17 July 2010 at 9:54am Last edited: 18 July 2010 12:52pm
This thread might be of interest to you:
PS: like you said, other platforms will have a much steeper learning curve, but Drupal will be a lot lighter - and a lot more difficult to do
Edit: fixed link
17 July 2010 at 1:30pm Last edited: 17 July 2010 3:17pm
Hi. The link in the previous post didn't work for me, so I might be repeating what's been said before.
SilverStripe can handle high-volume sites (we have built several, including one that peaks at well over 100,000 hits per day). There are a variety of mechanisms that can come into play at different levels of the stack. You need to have a good handle on all aspects of the stack, as performance will be determined by the weakest part. In no particular order:
* static publishing module - for pages that only change when published or on controlled events, SilverStripe can generate a static HTML representation of the page that is served directly by apache, no PHP execution.
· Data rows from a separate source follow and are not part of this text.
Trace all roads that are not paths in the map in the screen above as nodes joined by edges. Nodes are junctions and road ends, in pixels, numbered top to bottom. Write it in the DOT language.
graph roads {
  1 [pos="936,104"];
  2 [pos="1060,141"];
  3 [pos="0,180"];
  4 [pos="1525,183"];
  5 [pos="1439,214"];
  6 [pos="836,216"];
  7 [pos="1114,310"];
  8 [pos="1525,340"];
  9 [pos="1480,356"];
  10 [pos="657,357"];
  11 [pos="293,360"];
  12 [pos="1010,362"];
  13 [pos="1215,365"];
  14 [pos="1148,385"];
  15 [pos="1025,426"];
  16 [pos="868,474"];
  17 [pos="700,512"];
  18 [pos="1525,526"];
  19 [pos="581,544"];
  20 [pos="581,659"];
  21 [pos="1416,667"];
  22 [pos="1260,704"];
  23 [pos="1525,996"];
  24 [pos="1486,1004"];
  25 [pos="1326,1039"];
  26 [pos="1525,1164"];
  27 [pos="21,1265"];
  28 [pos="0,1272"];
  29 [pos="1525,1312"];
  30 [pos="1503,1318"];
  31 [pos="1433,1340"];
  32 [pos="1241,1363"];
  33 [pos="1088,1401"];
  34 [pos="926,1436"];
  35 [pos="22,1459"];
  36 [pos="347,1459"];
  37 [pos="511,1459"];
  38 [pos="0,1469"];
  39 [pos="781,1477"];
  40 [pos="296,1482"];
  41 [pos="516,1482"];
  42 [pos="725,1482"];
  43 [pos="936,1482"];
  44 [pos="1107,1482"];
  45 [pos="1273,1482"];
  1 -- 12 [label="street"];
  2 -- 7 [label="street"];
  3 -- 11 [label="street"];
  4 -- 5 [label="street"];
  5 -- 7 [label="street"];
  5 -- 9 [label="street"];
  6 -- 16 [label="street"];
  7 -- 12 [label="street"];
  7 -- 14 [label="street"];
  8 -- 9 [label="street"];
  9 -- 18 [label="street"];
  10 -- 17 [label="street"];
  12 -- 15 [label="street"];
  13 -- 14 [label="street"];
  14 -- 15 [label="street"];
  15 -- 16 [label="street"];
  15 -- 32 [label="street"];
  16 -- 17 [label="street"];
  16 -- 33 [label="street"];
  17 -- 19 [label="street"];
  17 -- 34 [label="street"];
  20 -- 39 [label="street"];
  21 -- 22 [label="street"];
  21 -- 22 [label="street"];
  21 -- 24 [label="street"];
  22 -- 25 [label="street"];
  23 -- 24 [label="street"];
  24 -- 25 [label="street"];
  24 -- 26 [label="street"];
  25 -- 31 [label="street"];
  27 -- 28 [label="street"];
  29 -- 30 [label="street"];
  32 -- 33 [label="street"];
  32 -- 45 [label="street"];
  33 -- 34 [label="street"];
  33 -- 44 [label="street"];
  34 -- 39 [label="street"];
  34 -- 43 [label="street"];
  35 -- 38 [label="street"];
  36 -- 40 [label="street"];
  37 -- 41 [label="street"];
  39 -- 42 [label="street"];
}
* partial caching - when a page is dynamic and cannot be statically published, partial caching can significantly improve the site performance by caching expensive parts of the page, and only requiring computation for the most dynamic parts.
* install APC or similar accelerator
* combining/minimising css and js
* setting expiry appropriately on server content
* serving static content like images etc using a lighter-weight and faster web server, falling back to apache for dynamic pages. For example, using nginx and apache together. This will serve assets very quickly, and dynamic content at the usual speed.
* bigger and better hardware (including network)
* use multiple web servers (this is not that hard to do, but requires a little care around change control and uploaded assets propagating to all servers, for example, and avoiding holding state with PHP sessions.)
yahoo yslow (http://developer.yahoo.com/performance/rules.html) covers a bunch of detail things around this.
Of course, design decisions can also affect performance:
* if you need to call web services from the back-end, consider if you can cache that data.
* de-normalised/pre-calculated summary data on high-traffic pages, really a custom form of caching.
I'm not aware of any other CMS that makes this problem much easier than SilverStripe, certainly while providing the breadth of functionality.